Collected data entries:
--- START ---

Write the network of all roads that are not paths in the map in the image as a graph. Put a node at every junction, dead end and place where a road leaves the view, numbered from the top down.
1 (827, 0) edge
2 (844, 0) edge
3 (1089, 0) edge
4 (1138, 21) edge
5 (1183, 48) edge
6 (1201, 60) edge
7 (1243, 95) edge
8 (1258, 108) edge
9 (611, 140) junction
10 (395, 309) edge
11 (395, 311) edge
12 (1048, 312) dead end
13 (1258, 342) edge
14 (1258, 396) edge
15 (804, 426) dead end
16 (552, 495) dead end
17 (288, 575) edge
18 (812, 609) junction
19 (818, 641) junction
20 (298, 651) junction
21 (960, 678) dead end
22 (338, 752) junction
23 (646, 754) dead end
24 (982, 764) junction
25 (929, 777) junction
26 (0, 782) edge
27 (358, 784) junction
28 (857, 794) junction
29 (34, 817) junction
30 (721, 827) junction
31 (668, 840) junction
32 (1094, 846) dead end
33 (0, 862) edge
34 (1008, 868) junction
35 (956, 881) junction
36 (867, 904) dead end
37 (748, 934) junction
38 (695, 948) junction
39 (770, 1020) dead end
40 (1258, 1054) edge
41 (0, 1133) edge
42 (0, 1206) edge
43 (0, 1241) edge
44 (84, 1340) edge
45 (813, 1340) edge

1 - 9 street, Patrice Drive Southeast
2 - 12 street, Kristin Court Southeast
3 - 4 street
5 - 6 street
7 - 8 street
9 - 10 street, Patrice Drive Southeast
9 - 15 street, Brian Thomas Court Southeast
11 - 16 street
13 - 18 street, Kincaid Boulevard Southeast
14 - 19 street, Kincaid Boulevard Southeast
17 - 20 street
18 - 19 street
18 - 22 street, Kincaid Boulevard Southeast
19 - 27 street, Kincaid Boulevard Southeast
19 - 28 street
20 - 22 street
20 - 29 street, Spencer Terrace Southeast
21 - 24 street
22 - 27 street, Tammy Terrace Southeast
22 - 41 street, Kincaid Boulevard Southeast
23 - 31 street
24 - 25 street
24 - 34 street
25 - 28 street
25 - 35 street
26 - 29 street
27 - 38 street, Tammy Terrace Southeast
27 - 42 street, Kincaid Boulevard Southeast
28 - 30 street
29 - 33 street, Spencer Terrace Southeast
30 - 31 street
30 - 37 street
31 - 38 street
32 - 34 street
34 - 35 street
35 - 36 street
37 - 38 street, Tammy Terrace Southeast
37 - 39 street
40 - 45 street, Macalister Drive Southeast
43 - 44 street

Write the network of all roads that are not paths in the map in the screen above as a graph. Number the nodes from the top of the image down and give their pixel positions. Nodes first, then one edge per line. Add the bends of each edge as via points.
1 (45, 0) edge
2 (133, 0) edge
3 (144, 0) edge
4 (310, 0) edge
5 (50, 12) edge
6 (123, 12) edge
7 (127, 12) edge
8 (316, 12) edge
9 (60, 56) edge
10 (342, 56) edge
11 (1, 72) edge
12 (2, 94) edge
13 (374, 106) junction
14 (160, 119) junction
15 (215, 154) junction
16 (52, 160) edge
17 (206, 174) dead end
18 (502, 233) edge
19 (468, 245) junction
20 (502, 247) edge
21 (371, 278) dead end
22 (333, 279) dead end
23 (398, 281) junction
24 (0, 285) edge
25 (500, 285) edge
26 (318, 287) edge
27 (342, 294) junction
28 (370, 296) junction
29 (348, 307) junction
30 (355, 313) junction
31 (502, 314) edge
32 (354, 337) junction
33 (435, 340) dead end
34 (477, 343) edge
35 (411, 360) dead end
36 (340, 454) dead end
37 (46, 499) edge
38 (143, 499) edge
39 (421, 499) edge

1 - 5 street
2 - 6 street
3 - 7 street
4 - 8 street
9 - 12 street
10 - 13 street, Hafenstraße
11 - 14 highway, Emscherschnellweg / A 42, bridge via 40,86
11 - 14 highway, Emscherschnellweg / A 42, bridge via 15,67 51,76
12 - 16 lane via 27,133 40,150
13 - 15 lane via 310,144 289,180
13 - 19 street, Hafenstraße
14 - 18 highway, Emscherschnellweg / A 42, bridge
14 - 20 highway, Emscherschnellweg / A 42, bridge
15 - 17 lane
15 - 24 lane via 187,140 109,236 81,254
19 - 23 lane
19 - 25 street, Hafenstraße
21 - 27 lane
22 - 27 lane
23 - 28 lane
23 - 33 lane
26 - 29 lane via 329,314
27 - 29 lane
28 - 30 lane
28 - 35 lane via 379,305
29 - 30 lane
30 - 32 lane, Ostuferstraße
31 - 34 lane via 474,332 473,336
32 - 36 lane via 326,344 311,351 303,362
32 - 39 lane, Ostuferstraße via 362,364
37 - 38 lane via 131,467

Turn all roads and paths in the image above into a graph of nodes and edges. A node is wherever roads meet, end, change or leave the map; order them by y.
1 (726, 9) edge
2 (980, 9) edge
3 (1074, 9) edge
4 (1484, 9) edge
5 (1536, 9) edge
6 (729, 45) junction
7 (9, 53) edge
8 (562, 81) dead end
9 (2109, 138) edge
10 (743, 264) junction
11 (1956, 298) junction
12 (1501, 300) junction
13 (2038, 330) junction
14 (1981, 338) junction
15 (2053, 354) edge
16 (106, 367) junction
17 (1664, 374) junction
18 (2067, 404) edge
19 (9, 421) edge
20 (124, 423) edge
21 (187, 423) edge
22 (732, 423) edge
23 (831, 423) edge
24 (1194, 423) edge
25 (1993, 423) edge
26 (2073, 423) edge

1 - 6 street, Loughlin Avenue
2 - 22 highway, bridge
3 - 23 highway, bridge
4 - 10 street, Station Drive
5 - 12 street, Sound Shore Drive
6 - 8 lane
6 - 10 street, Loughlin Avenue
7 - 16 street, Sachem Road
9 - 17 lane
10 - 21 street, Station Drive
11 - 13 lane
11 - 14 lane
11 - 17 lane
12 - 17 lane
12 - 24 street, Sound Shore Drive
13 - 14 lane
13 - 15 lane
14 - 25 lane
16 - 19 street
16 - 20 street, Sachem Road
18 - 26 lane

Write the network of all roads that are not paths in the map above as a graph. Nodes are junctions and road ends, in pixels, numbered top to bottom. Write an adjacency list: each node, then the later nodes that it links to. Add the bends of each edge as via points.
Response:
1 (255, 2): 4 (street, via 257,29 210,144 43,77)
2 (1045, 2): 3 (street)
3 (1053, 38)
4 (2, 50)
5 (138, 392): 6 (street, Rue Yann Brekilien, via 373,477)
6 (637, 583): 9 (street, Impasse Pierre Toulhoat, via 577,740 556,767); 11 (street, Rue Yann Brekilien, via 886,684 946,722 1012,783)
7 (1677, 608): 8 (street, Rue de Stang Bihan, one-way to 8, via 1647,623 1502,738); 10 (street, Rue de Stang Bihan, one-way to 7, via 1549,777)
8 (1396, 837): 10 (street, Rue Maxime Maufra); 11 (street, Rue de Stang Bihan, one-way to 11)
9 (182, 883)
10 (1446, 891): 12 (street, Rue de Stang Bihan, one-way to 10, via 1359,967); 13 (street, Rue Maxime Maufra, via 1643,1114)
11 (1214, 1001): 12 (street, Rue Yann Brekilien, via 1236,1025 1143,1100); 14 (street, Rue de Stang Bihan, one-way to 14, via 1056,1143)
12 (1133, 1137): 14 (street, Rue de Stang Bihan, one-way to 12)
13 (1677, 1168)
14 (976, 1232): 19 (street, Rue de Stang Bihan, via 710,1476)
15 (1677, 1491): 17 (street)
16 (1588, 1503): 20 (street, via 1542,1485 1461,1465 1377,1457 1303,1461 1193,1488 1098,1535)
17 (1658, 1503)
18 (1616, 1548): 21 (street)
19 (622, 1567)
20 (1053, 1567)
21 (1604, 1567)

--- END ---

▶ _What is expected_: Copy every record once more, exactly as given.

▶ _Result of this task_:
Write the network of all roads that are not paths in the map in the image as a graph. Put a node at every junction, dead end and place where a road leaves the view, numbered from the top down.
1 (827, 0) edge
2 (844, 0) edge
3 (1089, 0) edge
4 (1138, 21) edge
5 (1183, 48) edge
6 (1201, 60) edge
7 (1243, 95) edge
8 (1258, 108) edge
9 (611, 140) junction
10 (395, 309) edge
11 (395, 311) edge
12 (1048, 312) dead end
13 (1258, 342) edge
14 (1258, 396) edge
15 (804, 426) dead end
16 (552, 495) dead end
17 (288, 575) edge
18 (812, 609) junction
19 (818, 641) junction
20 (298, 651) junction
21 (960, 678) dead end
22 (338, 752) junction
23 (646, 754) dead end
24 (982, 764) junction
25 (929, 777) junction
26 (0, 782) edge
27 (358, 784) junction
28 (857, 794) junction
29 (34, 817) junction
30 (721, 827) junction
31 (668, 840) junction
32 (1094, 846) dead end
33 (0, 862) edge
34 (1008, 868) junction
35 (956, 881) junction
36 (867, 904) dead end
37 (748, 934) junction
38 (695, 948) junction
39 (770, 1020) dead end
40 (1258, 1054) edge
41 (0, 1133) edge
42 (0, 1206) edge
43 (0, 1241) edge
44 (84, 1340) edge
45 (813, 1340) edge

1 - 9 street, Patrice Drive Southeast
2 - 12 street, Kristin Court Southeast
3 - 4 street
5 - 6 street
7 - 8 street
9 - 10 street, Patrice Drive Southeast
9 - 15 street, Brian Thomas Court Southeast
11 - 16 street
13 - 18 street, Kincaid Boulevard Southeast
14 - 19 street, Kincaid Boulevard Southeast
17 - 20 street
18 - 19 street
18 - 22 street, Kincaid Boulevard Southeast
19 - 27 street, Kincaid Boulevard Southeast
19 - 28 street
20 - 22 street
20 - 29 street, Spencer Terrace Southeast
21 - 24 street
22 - 27 street, Tammy Terrace Southeast
22 - 41 street, Kincaid Boulevard Southeast
23 - 31 street
24 - 25 street
24 - 34 street
25 - 28 street
25 - 35 street
26 - 29 street
27 - 38 street, Tammy Terrace Southeast
27 - 42 street, Kincaid Boulevard Southeast
28 - 30 street
29 - 33 street, Spencer Terrace Southeast
30 - 31 street
30 - 37 street
31 - 38 street
32 - 34 street
34 - 35 street
35 - 36 street
37 - 38 street, Tammy Terrace Southeast
37 - 39 street
40 - 45 street, Macalister Drive Southeast
43 - 44 street

Write the network of all roads that are not paths in the map in the screen above as a graph. Number the nodes from the top of the image down and give their pixel positions. Nodes first, then one edge per line. Add the bends of each edge as via points.
1 (45, 0) edge
2 (133, 0) edge
3 (144, 0) edge
4 (310, 0) edge
5 (50, 12) edge
6 (123, 12) edge
7 (127, 12) edge
8 (316, 12) edge
9 (60, 56) edge
10 (342, 56) edge
11 (1, 72) edge
12 (2, 94) edge
13 (374, 106) junction
14 (160, 119) junction
15 (215, 154) junction
16 (52, 160) edge
17 (206, 174) dead end
18 (502, 233) edge
19 (468, 245) junction
20 (502, 247) edge
21 (371, 278) dead end
22 (333, 279) dead end
23 (398, 281) junction
24 (0, 285) edge
25 (500, 285) edge
26 (318, 287) edge
27 (342, 294) junction
28 (370, 296) junction
29 (348, 307) junction
30 (355, 313) junction
31 (502, 314) edge
32 (354, 337) junction
33 (435, 340) dead end
34 (477, 343) edge
35 (411, 360) dead end
36 (340, 454) dead end
37 (46, 499) edge
38 (143, 499) edge
39 (421, 499) edge

1 - 5 street
2 - 6 street
3 - 7 street
4 - 8 street
9 - 12 street
10 - 13 street, Hafenstraße
11 - 14 highway, Emscherschnellweg / A 42, bridge via 40,86
11 - 14 highway, Emscherschnellweg / A 42, bridge via 15,67 51,76
12 - 16 lane via 27,133 40,150
13 - 15 lane via 310,144 289,180
13 - 19 street, Hafenstraße
14 - 18 highway, Emscherschnellweg / A 42, bridge
14 - 20 highway, Emscherschnellweg / A 42, bridge
15 - 17 lane
15 - 24 lane via 187,140 109,236 81,254
19 - 23 lane
19 - 25 street, Hafenstraße
21 - 27 lane
22 - 27 lane
23 - 28 lane
23 - 33 lane
26 - 29 lane via 329,314
27 - 29 lane
28 - 30 lane
28 - 35 lane via 379,305
29 - 30 lane
30 - 32 lane, Ostuferstraße
31 - 34 lane via 474,332 473,336
32 - 36 lane via 326,344 311,351 303,362
32 - 39 lane, Ostuferstraße via 362,364
37 - 38 lane via 131,467

Turn all roads and paths in the image above into a graph of nodes and edges. A node is wherever roads meet, end, change or leave the map; order them by y.
1 (726, 9) edge
2 (980, 9) edge
3 (1074, 9) edge
4 (1484, 9) edge
5 (1536, 9) edge
6 (729, 45) junction
7 (9, 53) edge
8 (562, 81) dead end
9 (2109, 138) edge
10 (743, 264) junction
11 (1956, 298) junction
12 (1501, 300) junction
13 (2038, 330) junction
14 (1981, 338) junction
15 (2053, 354) edge
16 (106, 367) junction
17 (1664, 374) junction
18 (2067, 404) edge
19 (9, 421) edge
20 (124, 423) edge
21 (187, 423) edge
22 (732, 423) edge
23 (831, 423) edge
24 (1194, 423) edge
25 (1993, 423) edge
26 (2073, 423) edge

1 - 6 street, Loughlin Avenue
2 - 22 highway, bridge
3 - 23 highway, bridge
4 - 10 street, Station Drive
5 - 12 street, Sound Shore Drive
6 - 8 lane
6 - 10 street, Loughlin Avenue
7 - 16 street, Sachem Road
9 - 17 lane
10 - 21 street, Station Drive
11 - 13 lane
11 - 14 lane
11 - 17 lane
12 - 17 lane
12 - 24 street, Sound Shore Drive
13 - 14 lane
13 - 15 lane
14 - 25 lane
16 - 19 street
16 - 20 street, Sachem Road
18 - 26 lane

Write the network of all roads that are not paths in the map above as a graph. Nodes are junctions and road ends, in pixels, numbered top to bottom. Write an adjacency list: each node, then the later nodes that it links to. Add the bends of each edge as via points.
Response:
1 (255, 2): 4 (street, via 257,29 210,144 43,77)
2 (1045, 2): 3 (street)
3 (1053, 38)
4 (2, 50)
5 (138, 392): 6 (street, Rue Yann Brekilien, via 373,477)
6 (637, 583): 9 (street, Impasse Pierre Toulhoat, via 577,740 556,767); 11 (street, Rue Yann Brekilien, via 886,684 946,722 1012,783)
7 (1677, 608): 8 (street, Rue de Stang Bihan, one-way to 8, via 1647,623 1502,738); 10 (street, Rue de Stang Bihan, one-way to 7, via 1549,777)
8 (1396, 837): 10 (street, Rue Maxime Maufra); 11 (street, Rue de Stang Bihan, one-way to 11)
9 (182, 883)
10 (1446, 891): 12 (street, Rue de Stang Bihan, one-way to 10, via 1359,967); 13 (street, Rue Maxime Maufra, via 1643,1114)
11 (1214, 1001): 12 (street, Rue Yann Brekilien, via 1236,1025 1143,1100); 14 (street, Rue de Stang Bihan, one-way to 14, via 1056,1143)
12 (1133, 1137): 14 (street, Rue de Stang Bihan, one-way to 12)
13 (1677, 1168)
14 (976, 1232): 19 (street, Rue de Stang Bihan, via 710,1476)
15 (1677, 1491): 17 (street)
16 (1588, 1503): 20 (street, via 1542,1485 1461,1465 1377,1457 1303,1461 1193,1488 1098,1535)
17 (1658, 1503)
18 (1616, 1548): 21 (street)
19 (622, 1567)
20 (1053, 1567)
21 (1604, 1567)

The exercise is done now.